START Materials provided

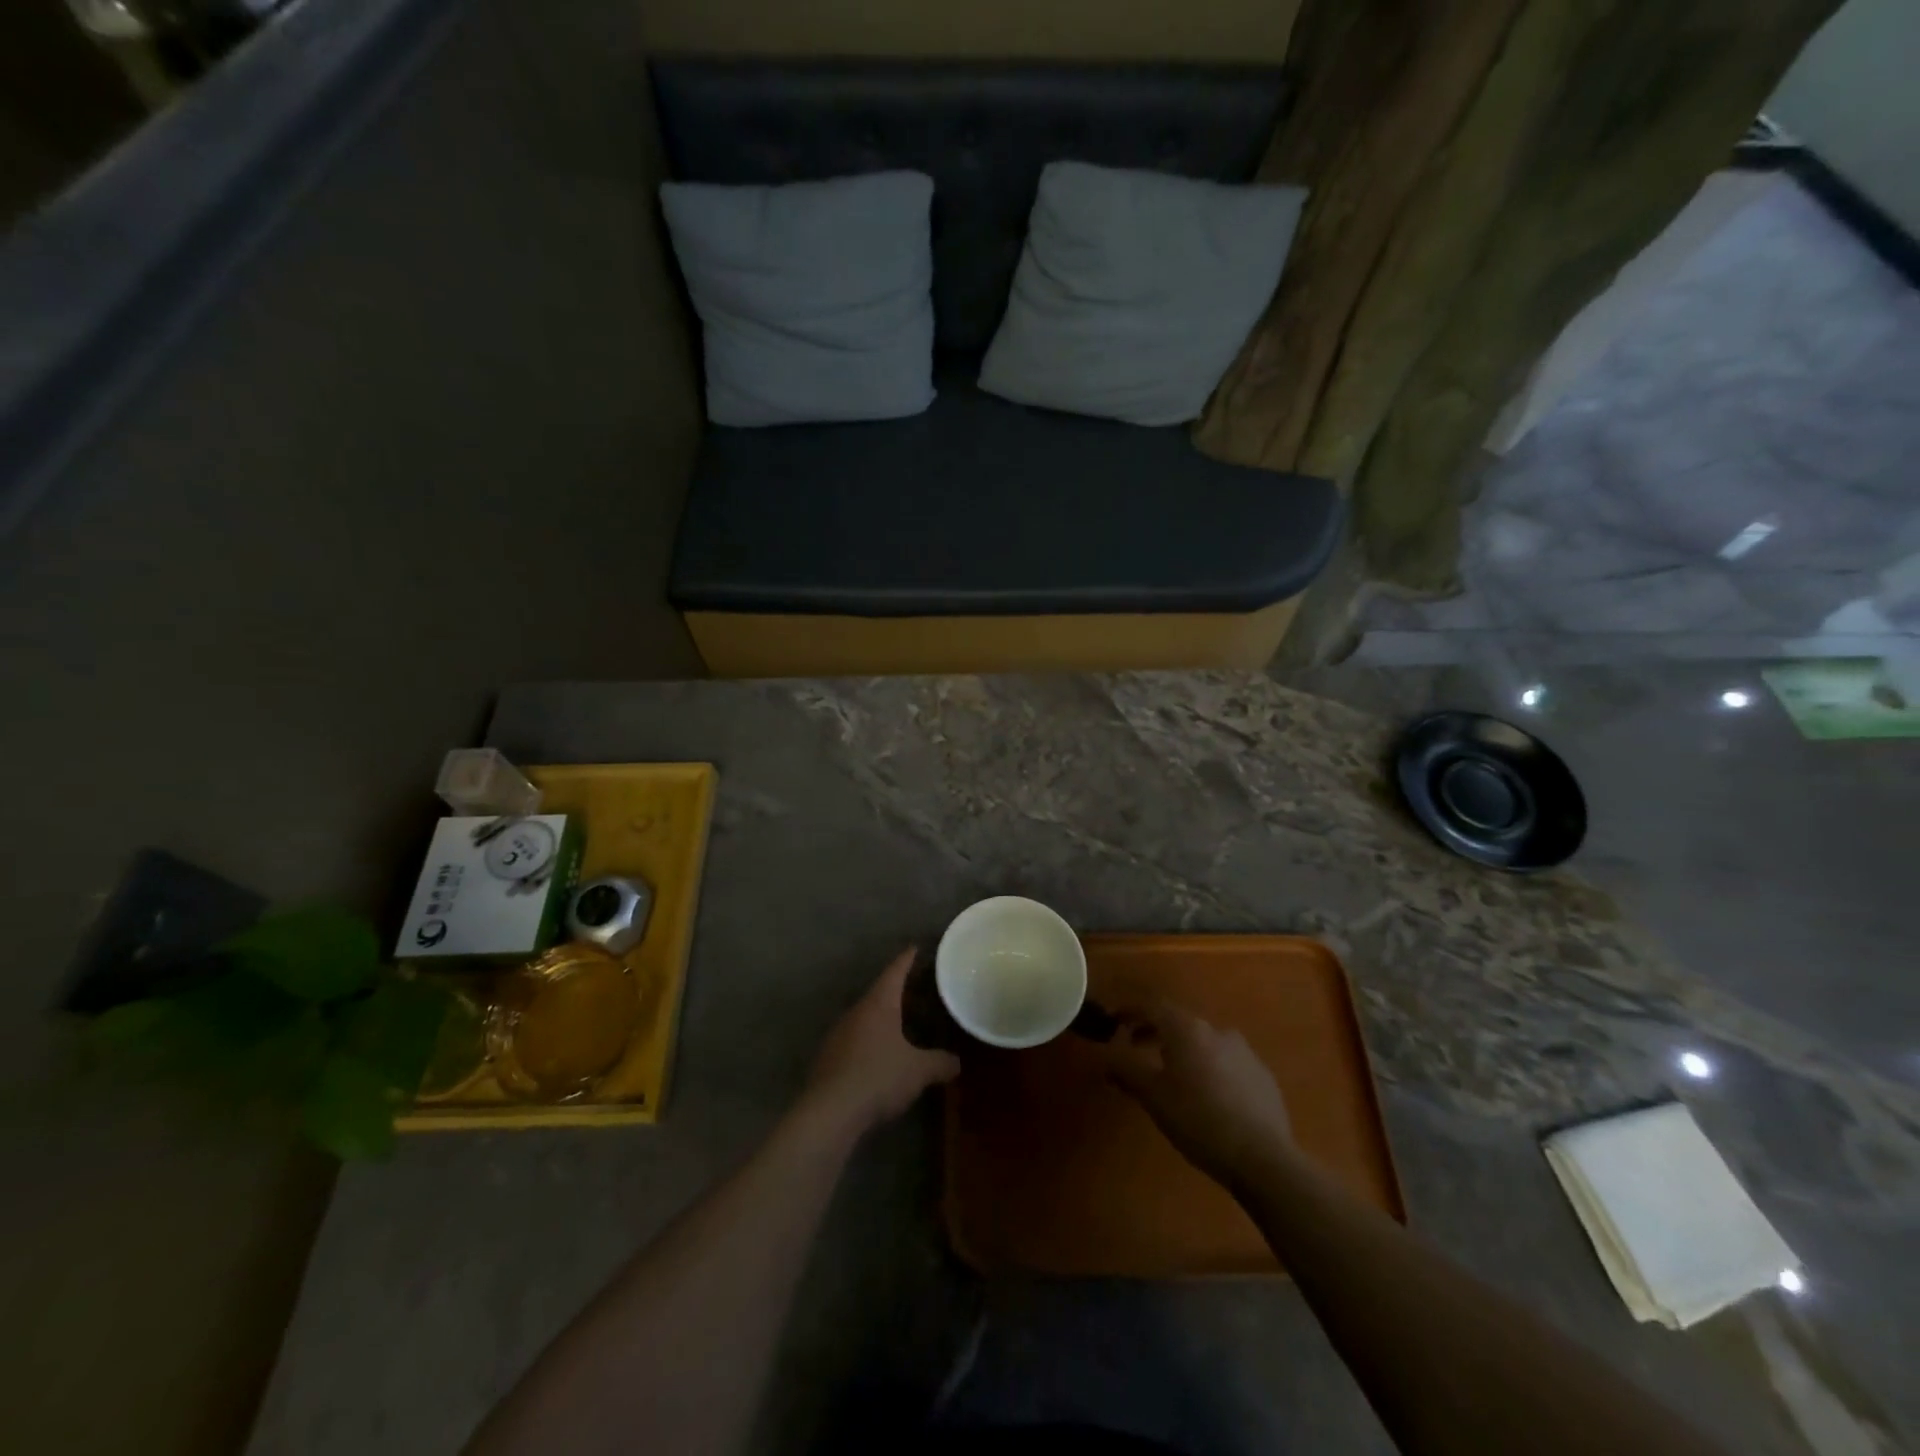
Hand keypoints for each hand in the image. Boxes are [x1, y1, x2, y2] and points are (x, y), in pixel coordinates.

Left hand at [802, 949, 960, 1137]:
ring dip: (884, 1018)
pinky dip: (872, 1041)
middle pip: (880, 994)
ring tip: (904, 1024)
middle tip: (919, 989)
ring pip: (867, 1018)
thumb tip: (957, 1062)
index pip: (895, 972)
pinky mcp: (829, 1059)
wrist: (830, 1112)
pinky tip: (882, 1056)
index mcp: (878, 1004)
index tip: (915, 948)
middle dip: (899, 991)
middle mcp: (856, 1012)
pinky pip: (856, 1040)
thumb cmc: (878, 1077)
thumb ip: (940, 1063)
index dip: (907, 960)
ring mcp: (839, 1035)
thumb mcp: (918, 1071)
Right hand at [1101, 1000, 1292, 1188]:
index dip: (1129, 1012)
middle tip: (1136, 1048)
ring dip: (1183, 1050)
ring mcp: (1244, 1051)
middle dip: (1154, 1032)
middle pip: (1178, 1022)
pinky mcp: (1262, 1075)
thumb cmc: (1199, 1120)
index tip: (1114, 1023)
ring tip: (1172, 1075)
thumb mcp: (1153, 1097)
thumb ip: (1126, 1070)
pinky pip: (1227, 1062)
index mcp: (1187, 1029)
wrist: (1263, 1158)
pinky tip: (1207, 1095)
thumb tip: (1106, 1056)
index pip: (1151, 1006)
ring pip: (1204, 1042)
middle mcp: (1216, 1030)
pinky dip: (1209, 1067)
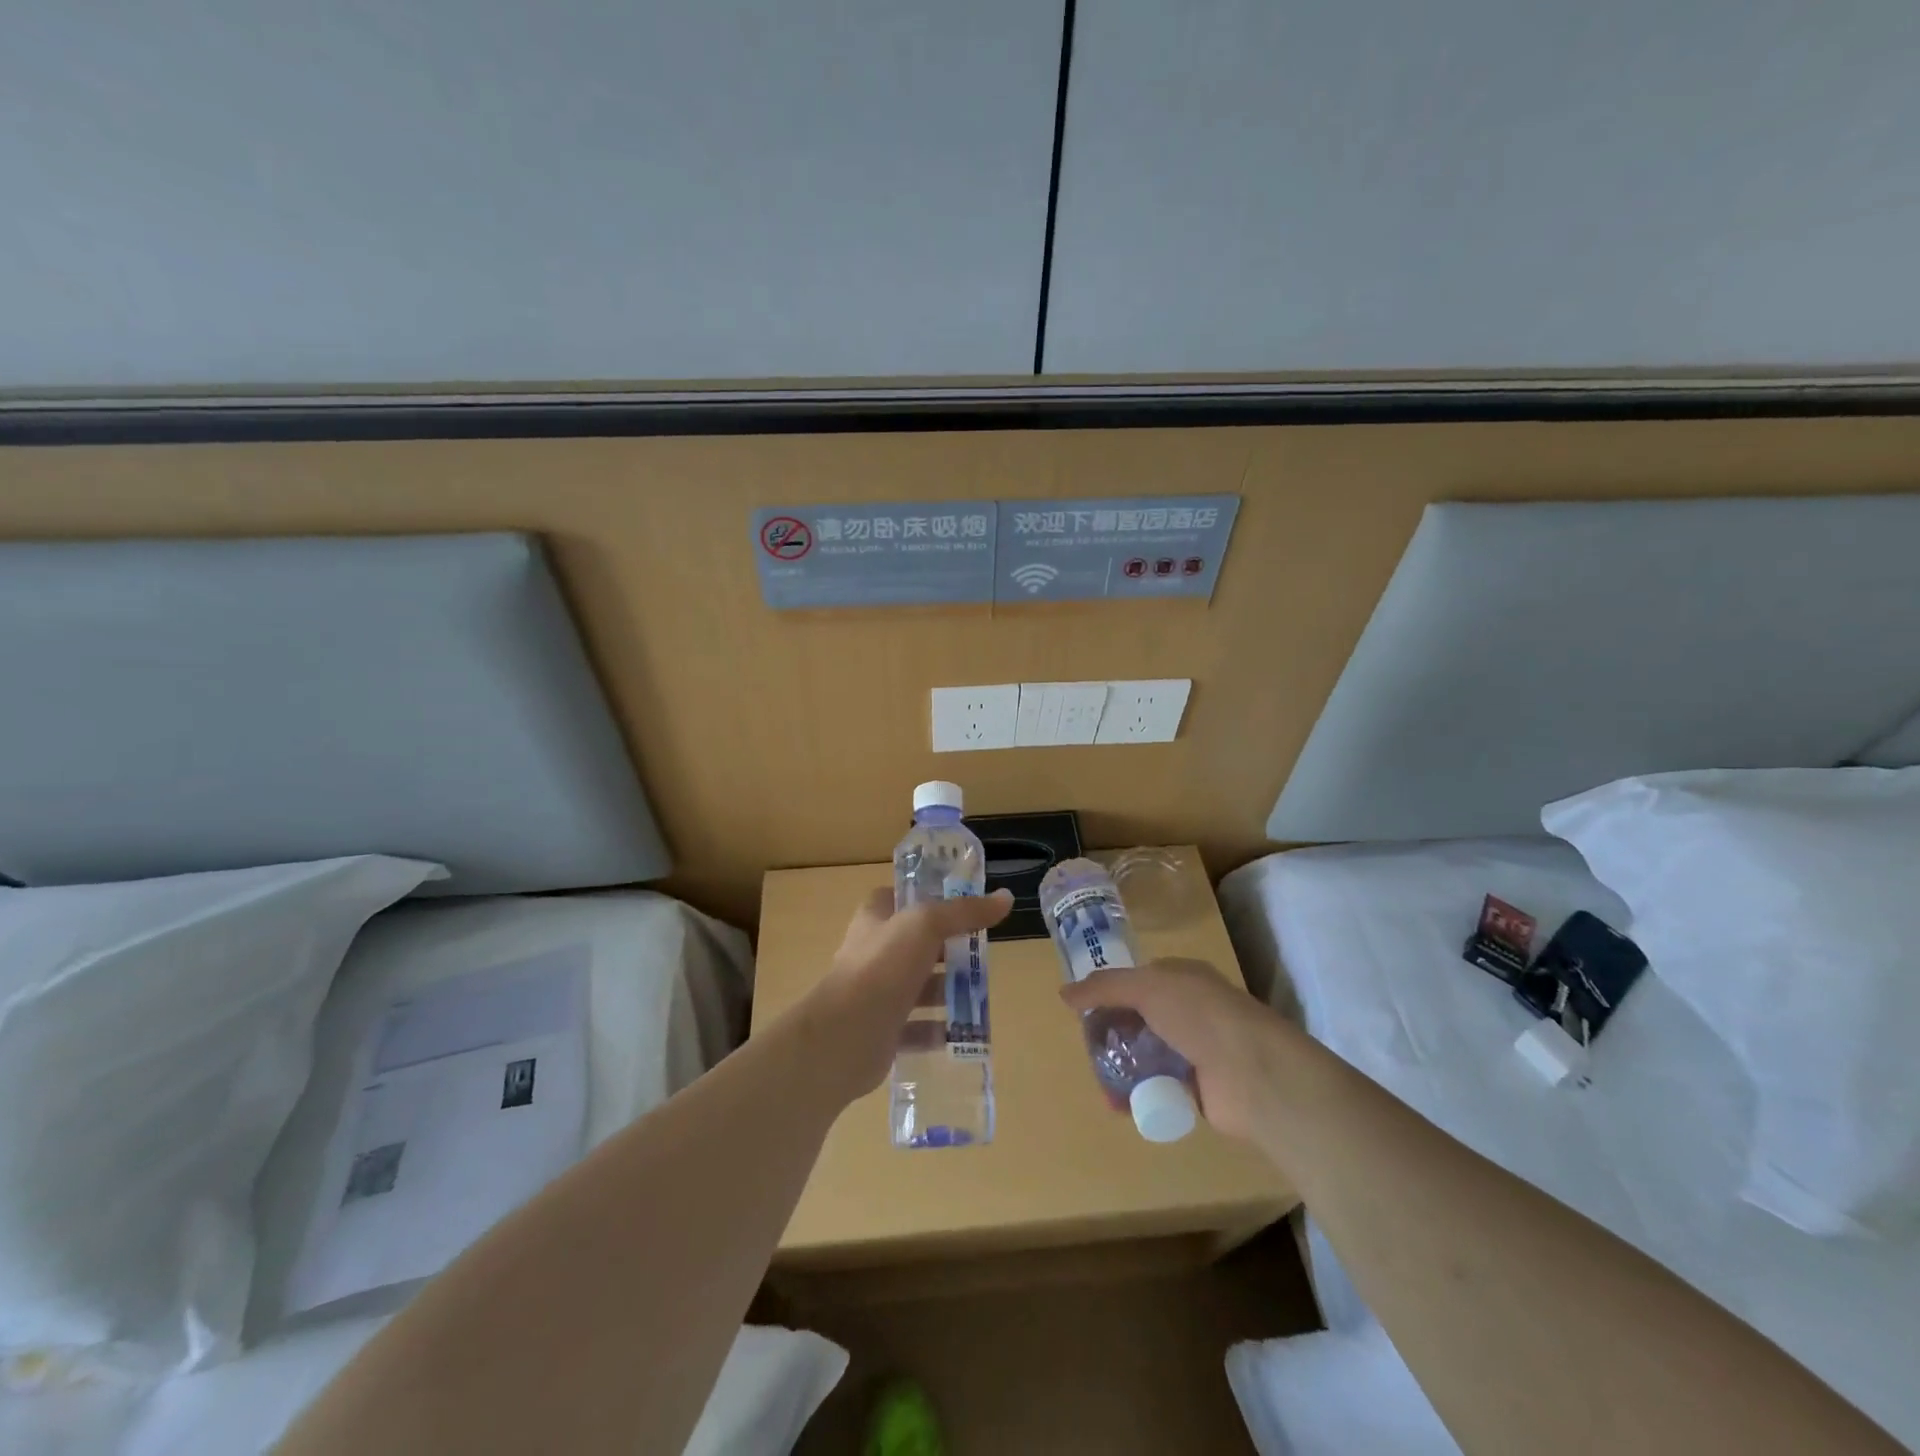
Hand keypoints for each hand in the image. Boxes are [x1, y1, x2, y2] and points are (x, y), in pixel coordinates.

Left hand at [807, 886, 1013, 1101]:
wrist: (845, 1035)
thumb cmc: (883, 966)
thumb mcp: (927, 925)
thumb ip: (965, 912)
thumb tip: (1005, 898)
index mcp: (876, 918)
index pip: (904, 898)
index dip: (932, 898)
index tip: (966, 905)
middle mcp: (874, 951)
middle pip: (919, 944)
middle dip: (951, 950)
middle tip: (985, 954)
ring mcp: (877, 993)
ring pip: (921, 987)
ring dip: (950, 991)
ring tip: (983, 996)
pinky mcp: (883, 1030)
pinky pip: (918, 1028)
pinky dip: (941, 1030)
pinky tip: (966, 1033)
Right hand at [1060, 957, 1298, 1141]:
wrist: (1256, 1073)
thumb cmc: (1200, 1016)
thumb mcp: (1147, 988)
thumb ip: (1104, 988)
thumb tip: (1064, 993)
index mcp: (1181, 978)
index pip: (1136, 981)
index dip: (1108, 994)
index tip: (1083, 1012)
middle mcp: (1188, 1010)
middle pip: (1137, 1018)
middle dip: (1111, 1034)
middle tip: (1089, 1051)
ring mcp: (1194, 1049)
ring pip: (1145, 1054)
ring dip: (1121, 1067)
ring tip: (1102, 1084)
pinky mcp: (1197, 1087)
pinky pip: (1158, 1086)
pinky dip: (1138, 1094)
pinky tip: (1120, 1105)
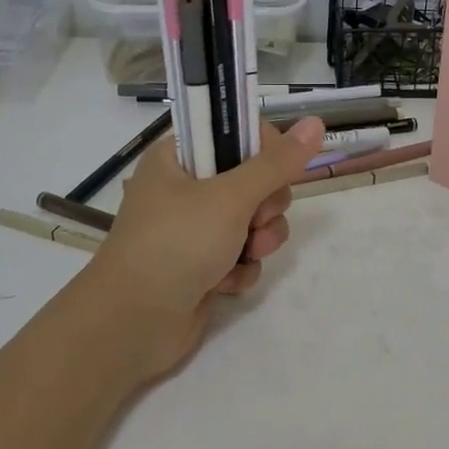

END Materials provided

Task to complete » The records above are to be copied exactly, without their pictures.

Exercise response »
Hand keypoints for each hand in the image. Boxes are [x1, y1, x2, y2] and points are (x, y), in pixel coordinates.

Left hand at [802, 949, 960, 1137]:
ring dip: (884, 1018)
pinky dip: (872, 1041)
middle pip: (880, 994)
ring tip: (904, 1024)
middle tip: (919, 989)
ring pip: (867, 1018)
thumb tip: (957, 1062)
index pip: (895, 972)
pinky mcp: (829, 1059)
wrist: (830, 1112)
pinky tip: (882, 1056)
index mcp: (878, 1004)
index tip: (915, 948)
middle dip: (899, 991)
middle mcp: (856, 1012)
pinky pip: (856, 1040)
thumb cmc: (878, 1077)
thumb ip: (940, 1063)
index dip: (907, 960)
ring mcp: (839, 1035)
thumb mcp: (918, 1071)
Right hand at [1101, 1000, 1292, 1188]:
index dip: (1129, 1012)
middle tip: (1136, 1048)
ring dip: (1183, 1050)
ring mcp: (1244, 1051)
middle dip: (1154, 1032)
middle pip: (1178, 1022)
pinky mcp: (1262, 1075)
thumb cmc: (1199, 1120)
index tip: (1114, 1023)
ring tip: (1172, 1075)
thumb mcp: (1153, 1097)
thumb ip: (1126, 1070)
pinky pip: (1227, 1062)
index mcp: (1187, 1029)
wrist: (1263, 1158)
pinky tip: (1207, 1095)
thumb tip: (1106, 1056)
index pip: (1151, 1006)
ring pip: (1204, 1042)
middle mcp: (1216, 1030)
pinky dip: (1209, 1067)
Hand keypoints for each hand in the image. Boxes are [x1, y1, x2, y2] and points are (x, y), in pixel coordinates.

Left hand at [807, 886, 1013, 1101]:
wrist: (845, 1035)
thumb cmc: (883, 966)
thumb mcp: (927, 925)
thumb ip: (965, 912)
thumb tip: (1005, 898)
index mcp: (876, 918)
index pip: (904, 898)
index dip: (932, 898)
index tip: (966, 905)
middle mcp: (874, 951)
middle pip: (919, 944)
middle dip: (951, 950)
middle tip: (985, 954)
ring mcp: (877, 993)
ring pip: (921, 987)
ring dip: (950, 991)
ring tip: (983, 996)
pinky mcp: (883, 1030)
pinky pip: (918, 1028)
pinky dip: (941, 1030)
pinky tip: (966, 1033)
Right hand at [1060, 957, 1298, 1141]:
wrist: (1256, 1073)
thumb cmc: (1200, 1016)
thumb mcp: (1147, 988)
thumb ip: (1104, 988)
thumb tip: (1064, 993)
index mcp: (1181, 978)
index pip: (1136, 981)
index dip: (1108, 994)
index tip: (1083, 1012)
middle mcp: (1188, 1010)
middle pip: (1137, 1018)
middle dip: (1111, 1034)
middle tip: (1089, 1051)
ring mcp: (1194, 1049)
ring pip: (1145, 1054)
ring dip: (1121, 1067)
ring tip: (1102, 1084)
pinky mcp: (1197, 1087)
pinky pip: (1158, 1086)
pinky dip: (1138, 1094)
pinky tip: (1120, 1105)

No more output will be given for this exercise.